# Shapash model in production - Overview

<b>With this tutorial you:</b><br />
Understand how create a Shapash SmartPredictor to make prediction and have explanation in production
with a simple use case.<br />

A tutorial more detailed, will go further to help you getting started with the SmartPredictor Object.

Contents:
- Build a Regressor
- Compile Shapash SmartExplainer
- Compile Shapash SmartExplainer to SmartPredictor
- Save Shapash Smartpredictor Object in pickle file
- Make a prediction

Data from Kaggle [House Prices](https://www.kaggle.com/c/house-prices-advanced-regression-techniques/data)

In [2]:
import pandas as pd
from category_encoders import OrdinalEncoder
from lightgbm import LGBMRegressor
from sklearn.model_selection import train_test_split

## Building Supervized Model 

In this section, we will train a Machine Learning supervized model with our data House Prices.

In [3]:
from shapash.data.data_loader import data_loading
house_df, house_dict = data_loading('house_prices')

In [4]:
y_df=house_df['SalePrice'].to_frame()
X_df=house_df[house_df.columns.difference(['SalePrice'])]
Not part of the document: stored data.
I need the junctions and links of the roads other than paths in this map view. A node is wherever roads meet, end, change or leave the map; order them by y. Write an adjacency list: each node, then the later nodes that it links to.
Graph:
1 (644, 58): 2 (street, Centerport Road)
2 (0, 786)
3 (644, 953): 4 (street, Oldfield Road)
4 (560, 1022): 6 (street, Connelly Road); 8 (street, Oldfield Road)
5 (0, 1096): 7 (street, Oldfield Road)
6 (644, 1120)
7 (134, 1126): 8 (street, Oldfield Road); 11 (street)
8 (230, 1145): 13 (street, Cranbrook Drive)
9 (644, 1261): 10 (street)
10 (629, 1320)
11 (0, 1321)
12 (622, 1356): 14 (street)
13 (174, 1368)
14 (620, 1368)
#### Encoding Categorical Features 

We need to use a preprocessing on our data for handling categorical features before the training step.

In [5]:
from category_encoders import OrdinalEncoder

categorical_features = [col for col in X_df.columns if X_df[col].dtype == 'object']

encoder = OrdinalEncoder(
    cols=categorical_features,
    handle_unknown='ignore',
    return_df=True).fit(X_df)

X_df=encoder.transform(X_df)

is_categorical is deprecated and will be removed in a future version.  Use is_categorical_dtype instead


#### Train / Test Split

In [6]:
Xtrain, Xtest, ytrain, ytest = train_test_split(X_df, y_df, train_size=0.75, random_state=1)

#### Model Fitting

In [7]:
regressor = LGBMRegressor(n_estimators=200).fit(Xtrain,ytrain)

In [8]:
y_pred = pd.DataFrame(regressor.predict(Xtest),columns=['pred'],index=Xtest.index)
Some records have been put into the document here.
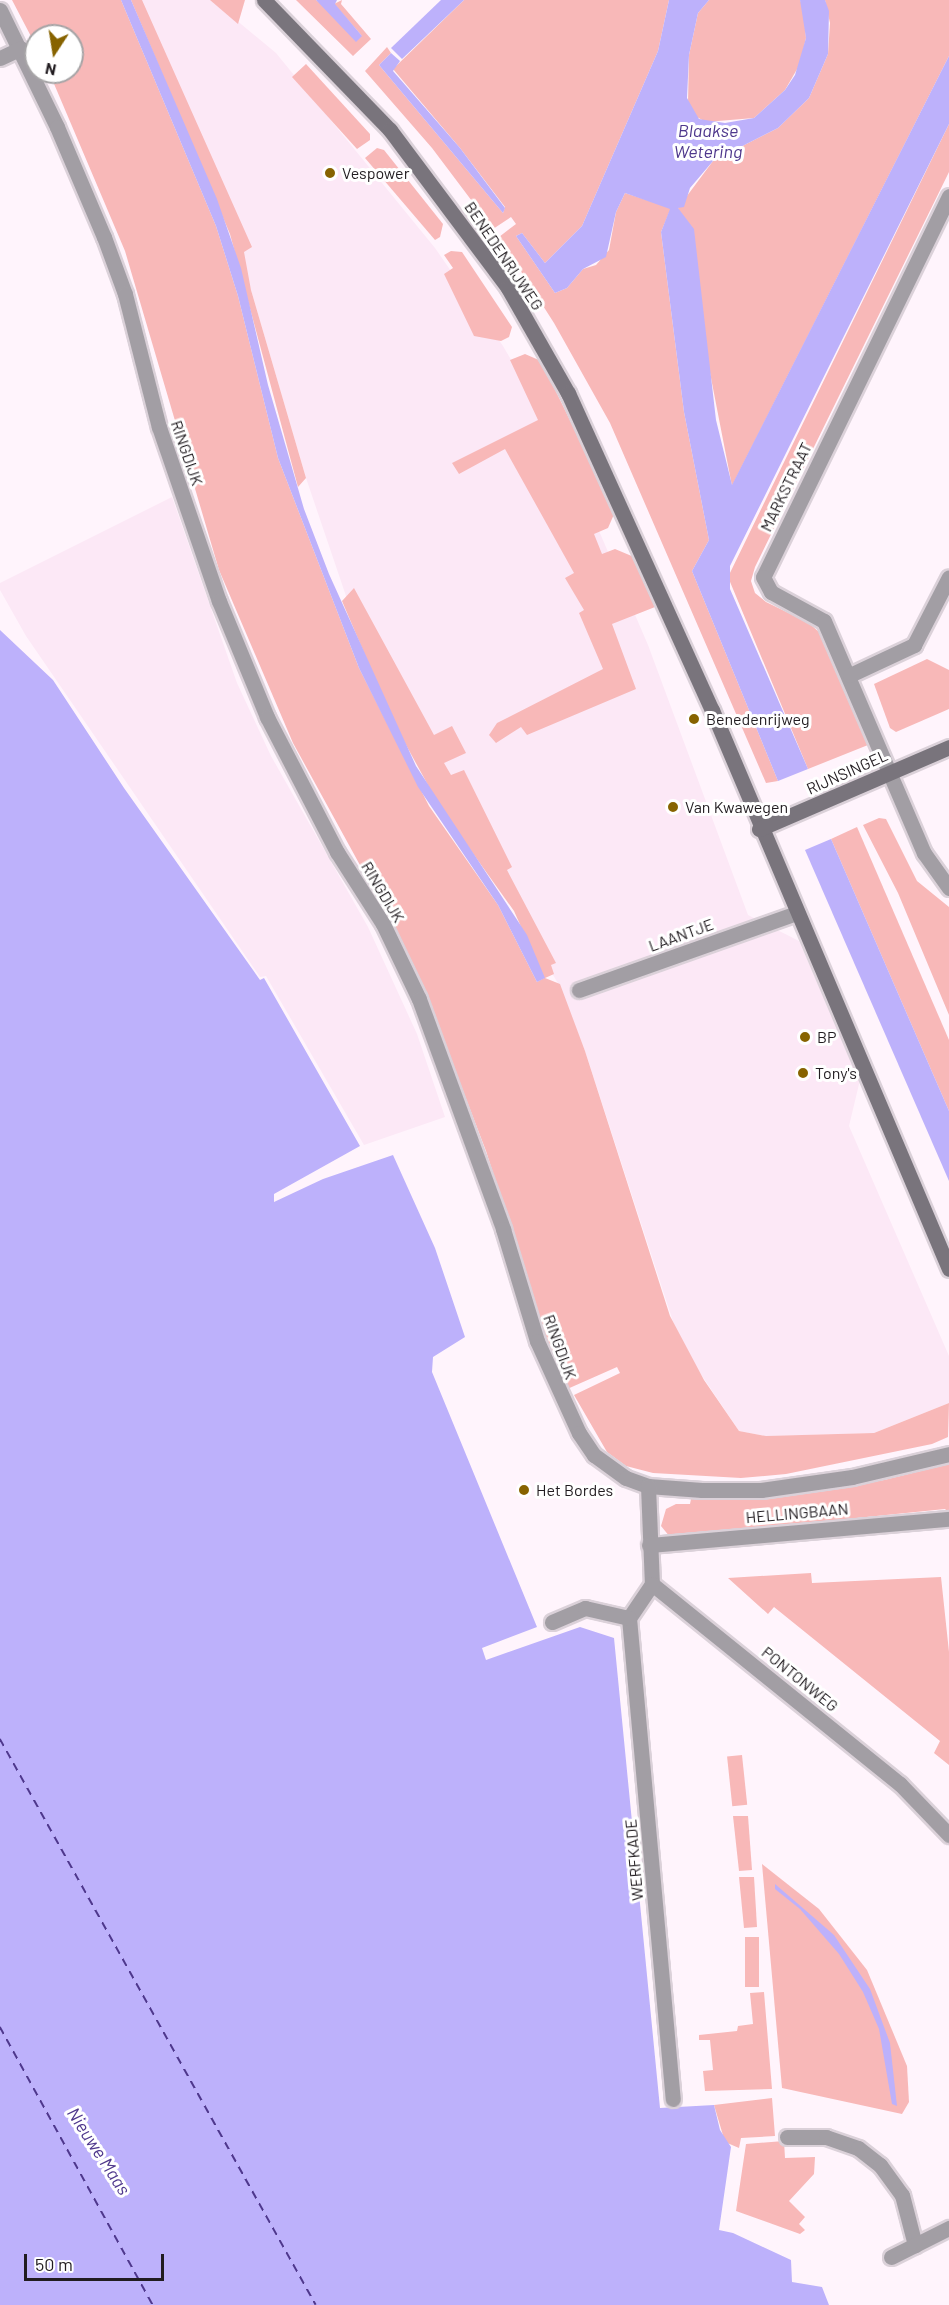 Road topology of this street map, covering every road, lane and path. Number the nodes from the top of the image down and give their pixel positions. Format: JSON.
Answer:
{"nodes":[{"id":1,"x":264,"y":0,"type":"edge"},
{"id":2,"x":0,"y":10,"type":"edge"},
{"id":3,"x":21,"y":48,"type":"junction"},
{"id":4,"x":0,"y":58,"type":"edge"},
{"id":5,"x":949,"y":196,"type":"edge"},
{"id":6,"x":949,"y":577,"type":"edge"},
{"id":7,"x":850,"y":675,"type":"junction"},
{"id":8,"x":949,"y":747,"type":"edge"},
{"id":9,"x":890,"y":772,"type":"junction"},
{"id":10,"x":759,"y":828,"type":"junction"},
{"id":11,"x":948,"y":883,"type":"edge"},
{"id":12,"x":796,"y":913,"type":"junction"},
{"id":13,"x":579,"y":990,"type":"dead end"},
{"id":14,"x":949,"y":1269,"type":"edge"},
{"id":15,"x":949,"y":1454,"type":"edge"},
{"id":16,"x":648,"y":1486,"type":"junction"},
{"id":17,"x":949,"y":1519,"type":"edge"},
{"id":18,"x":649,"y":1545,"type":"junction"},
{"id":19,"x":652,"y":1584,"type":"junction"},
{"id":20,"x":629,"y":1618,"type":"junction"},
{"id":21,"x":552,"y":1622,"type":"dead end"},
{"id":22,"x":949,"y":1835,"type":"edge"},
{"id":23,"x":674,"y":2099,"type":"dead end"},
{"id":24,"x":787,"y":2137,"type":"dead end"},
{"id":25,"x":949,"y":2228,"type":"edge"},
{"id":26,"x":915,"y":2245,"type":"junction"},
{"id":27,"x":891,"y":2257,"type":"dead end"}],
"edges":[{"from":1,"to":10,"type":"street","name":"BENEDENRIJWEG"},
{"from":2,"to":3,"type":"street","name":"RINGDIJK"},
{"from":3,"to":4,"type":"street"},
{"from":3,"to":16,"type":"street","name":"RINGDIJK"},
{"from":5,"to":7,"type":"street","name":"MARKSTRAAT"},
{"from":6,"to":7,"type":"street"},
{"from":7,"to":9,"type":"street","name":"MARKSTRAAT"},
{"from":8,"to":9,"type":"street","name":"RIJNSINGEL"},
{"from":9,"to":10,"type":"street","name":"RIJNSINGEL"},
{"from":9,"to":11,"type":"street","name":"MARKSTRAAT"},
{"from":10,"to":12,"type":"street","name":"BENEDENRIJWEG"},
{"from":12,"to":13,"type":"street","name":"LAANTJE"},
{"from":12,"to":14,"type":"street","name":"BENEDENRIJWEG"},
{"from":15,"to":16,"type":"street","name":"RINGDIJK"},
{"from":16,"to":18,"type":"street"},
{"from":17,"to":18,"type":"street","name":"HELLINGBAAN"},
{"from":18,"to":19,"type":"street"},
{"from":19,"to":20,"type":"street"},
{"from":19,"to":22,"type":"street","name":"PONTONWEG"},
{"from":20,"to":21,"type":"street"},
{"from":20,"to":23,"type":"street","name":"WERFKADE"},
{"from":24,"to":26,"type":"street"},
{"from":25,"to":26,"type":"street"},
{"from":26,"to":27,"type":"street"}]}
## Understand my model with shapash

- In this section, we will use the SmartExplainer Object from shapash which allow the users to understand how the model works with the dataset specified. 
- This object must be used only for data mining step. Shapash provide another object for deployment.
- In this tutorial, we will not explore possibilites of the SmartExplainer but others will. (you can go check them)
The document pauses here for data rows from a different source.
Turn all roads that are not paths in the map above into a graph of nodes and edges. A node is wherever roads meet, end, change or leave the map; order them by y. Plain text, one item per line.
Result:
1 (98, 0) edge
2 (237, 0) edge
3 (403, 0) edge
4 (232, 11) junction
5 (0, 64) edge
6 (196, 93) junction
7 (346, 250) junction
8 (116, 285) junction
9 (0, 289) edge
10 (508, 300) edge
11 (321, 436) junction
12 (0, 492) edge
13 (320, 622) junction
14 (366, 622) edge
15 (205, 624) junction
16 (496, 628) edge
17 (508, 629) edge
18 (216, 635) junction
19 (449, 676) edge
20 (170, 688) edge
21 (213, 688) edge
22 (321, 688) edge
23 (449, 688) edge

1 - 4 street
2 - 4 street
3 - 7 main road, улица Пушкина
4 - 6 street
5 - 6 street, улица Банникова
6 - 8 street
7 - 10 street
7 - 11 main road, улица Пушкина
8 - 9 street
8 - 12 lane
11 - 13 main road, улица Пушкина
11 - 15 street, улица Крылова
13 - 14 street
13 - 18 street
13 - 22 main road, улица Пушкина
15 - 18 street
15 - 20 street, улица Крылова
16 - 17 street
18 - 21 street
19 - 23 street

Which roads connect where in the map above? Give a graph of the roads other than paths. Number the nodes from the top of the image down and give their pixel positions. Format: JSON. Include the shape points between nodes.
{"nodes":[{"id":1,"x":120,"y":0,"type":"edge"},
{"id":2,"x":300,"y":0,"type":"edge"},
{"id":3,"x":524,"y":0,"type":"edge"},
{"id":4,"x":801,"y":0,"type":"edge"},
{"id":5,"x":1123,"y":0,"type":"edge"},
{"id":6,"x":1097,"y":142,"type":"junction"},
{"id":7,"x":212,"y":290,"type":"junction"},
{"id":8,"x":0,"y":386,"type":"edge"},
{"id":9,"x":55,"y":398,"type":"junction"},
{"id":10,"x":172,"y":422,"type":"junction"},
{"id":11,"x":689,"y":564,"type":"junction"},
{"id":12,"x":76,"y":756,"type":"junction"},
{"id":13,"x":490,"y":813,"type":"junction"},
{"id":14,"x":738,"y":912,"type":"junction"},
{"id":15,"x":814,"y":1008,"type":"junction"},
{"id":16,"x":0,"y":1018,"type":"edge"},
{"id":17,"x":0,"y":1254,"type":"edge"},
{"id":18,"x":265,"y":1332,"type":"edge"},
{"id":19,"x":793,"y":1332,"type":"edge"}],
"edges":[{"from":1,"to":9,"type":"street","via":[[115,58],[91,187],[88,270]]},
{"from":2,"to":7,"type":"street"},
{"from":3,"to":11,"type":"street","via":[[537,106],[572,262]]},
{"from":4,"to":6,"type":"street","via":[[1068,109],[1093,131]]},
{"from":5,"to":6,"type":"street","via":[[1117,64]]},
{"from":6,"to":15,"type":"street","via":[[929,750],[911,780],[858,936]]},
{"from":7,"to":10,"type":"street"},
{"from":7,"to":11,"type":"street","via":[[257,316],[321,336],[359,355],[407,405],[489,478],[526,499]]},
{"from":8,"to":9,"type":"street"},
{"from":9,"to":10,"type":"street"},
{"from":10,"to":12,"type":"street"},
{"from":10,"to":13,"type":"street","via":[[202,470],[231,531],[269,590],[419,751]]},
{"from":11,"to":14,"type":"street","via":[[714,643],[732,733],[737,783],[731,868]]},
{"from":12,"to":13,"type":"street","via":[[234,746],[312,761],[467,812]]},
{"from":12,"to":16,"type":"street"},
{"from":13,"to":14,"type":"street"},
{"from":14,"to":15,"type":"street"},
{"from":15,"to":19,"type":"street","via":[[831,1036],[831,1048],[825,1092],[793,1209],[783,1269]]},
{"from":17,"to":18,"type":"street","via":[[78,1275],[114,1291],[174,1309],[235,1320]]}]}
#### Declare and Compile SmartExplainer 

In [9]:
from shapash.explainer.smart_explainer import SmartExplainer

In [10]:
xpl = SmartExplainer()

In [11]:
xpl.compile(
    x=Xtest,
    model=regressor,
    preprocessing=encoder, # Optional: compile step can use inverse_transform method
    y_pred=y_pred # Optional
)

Backend: Shap TreeExplainer


#### Compile SmartExplainer to SmartPredictor

- When you are satisfied by your results and the explainablity given by Shapash, you can use the SmartPredictor object for deployement. 
- In this section, we will learn how to easily switch from SmartExplainer to a SmartPredictor.
- SmartPredictor allows you not to only understand results of your models but also to produce those results on new data automatically.
- It will make new predictions and summarize explainability that you configured  to make it operational to your needs.
- SmartPredictor take only neccessary attribute to be lighter and more consistent than Smartexplainer for deployment context. 
- SmartPredictor can be use with API or in batch mode.

In [12]:
predictor = xpl.to_smartpredictor()

## Save and Load your Predictor

You can easily save and load your SmartPredictor Object in pickle.

#### Save your predictor in Pickle File

In [13]:
predictor.save('./predictor.pkl')

#### Load your predictor in Pickle File

In [14]:
from shapash.utils.load_smartpredictor import load_smartpredictor

In [15]:
predictor_load = load_smartpredictor('./predictor.pkl')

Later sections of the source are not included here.